Linked data in the creases: blinkered by BIBFRAME, have we missed the real story?

I keep you in the creases / I hide you in the folds / Protect you from the sunlight / Shield you from the cold. / Everybody said they were glad to see you go / But no one ever has to know.

—Amber Rubarth, “In the Creases

American catalogers and systems librarians can be forgiven for thinking that all the linked-data action lies with the BIBFRAME development effort. BIBFRAME certainly represents the lion’s share of what I’ve bookmarked for next semester’s XML and linked-data course. All along, I’ve wondered where the digital librarians, metadata librarians, records managers, and archivists—information professionals who describe information resources but are at best peripheral to the MARC establishment—were hiding in the linked-data ferment, as BIBFRAME certainly isn’t paying them much attention. After attending Semantic Web in Libraries 2013 (acronym SWIB because the conference takes place in Germany), I know where they are and what they’re making: linked data that lives in the creases, building bridges across boundaries and canals through liminal spaces.
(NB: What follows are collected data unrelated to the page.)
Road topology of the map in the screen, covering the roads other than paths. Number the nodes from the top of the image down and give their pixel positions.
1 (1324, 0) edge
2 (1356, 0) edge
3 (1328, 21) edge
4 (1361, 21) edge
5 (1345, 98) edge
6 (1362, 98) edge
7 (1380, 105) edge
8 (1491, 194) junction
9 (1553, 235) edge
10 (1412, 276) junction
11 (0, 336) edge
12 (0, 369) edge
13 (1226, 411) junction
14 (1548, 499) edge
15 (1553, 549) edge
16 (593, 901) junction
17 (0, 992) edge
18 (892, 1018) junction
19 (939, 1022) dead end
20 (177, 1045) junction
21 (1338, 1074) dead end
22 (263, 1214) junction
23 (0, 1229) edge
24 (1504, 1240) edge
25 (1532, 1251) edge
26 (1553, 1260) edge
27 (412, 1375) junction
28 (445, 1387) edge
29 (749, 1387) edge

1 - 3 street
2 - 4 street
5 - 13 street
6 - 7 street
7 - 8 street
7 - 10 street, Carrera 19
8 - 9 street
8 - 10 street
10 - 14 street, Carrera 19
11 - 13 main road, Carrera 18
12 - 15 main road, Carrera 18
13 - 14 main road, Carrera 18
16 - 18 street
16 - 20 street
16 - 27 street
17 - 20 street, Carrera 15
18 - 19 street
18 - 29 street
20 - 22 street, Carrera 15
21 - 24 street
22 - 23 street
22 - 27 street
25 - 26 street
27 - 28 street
Because linked data is designed to bridge diverse communities, vocabularies, and standards, it doesn’t show to best advantage in siloed, heavily-standardized arenas such as the current MARC environment. If BIBFRAME sometimes feels uncompelling on its own, this is likely why! Linked data shines most where diverse sources and types of data are forced to rub elbows, an increasing pain point for many libraries trying to make one-stop-shopping discovery layers and portals. I first noticed an implementation that spoke to that truth in 2012, when the Missouri History Museum demonstrated their use of linked data as a translation layer between disparate digital collections with differing metadata schemes. SWIB13 offered plentiful examples of similar projects, including an important one from the US side of the pond. In building the AgriVIVO disciplinary search portal, Cornell University walked away from traditional crosswalks, instead finding the pieces of information they needed from whatever metadata their partners could give them and expressing those in linked data. This just-in-time aggregation approach lets AgriVIVO welcome and enhance any available metadata while avoiding tiresome and often fruitless arguments about standards and metadata quality.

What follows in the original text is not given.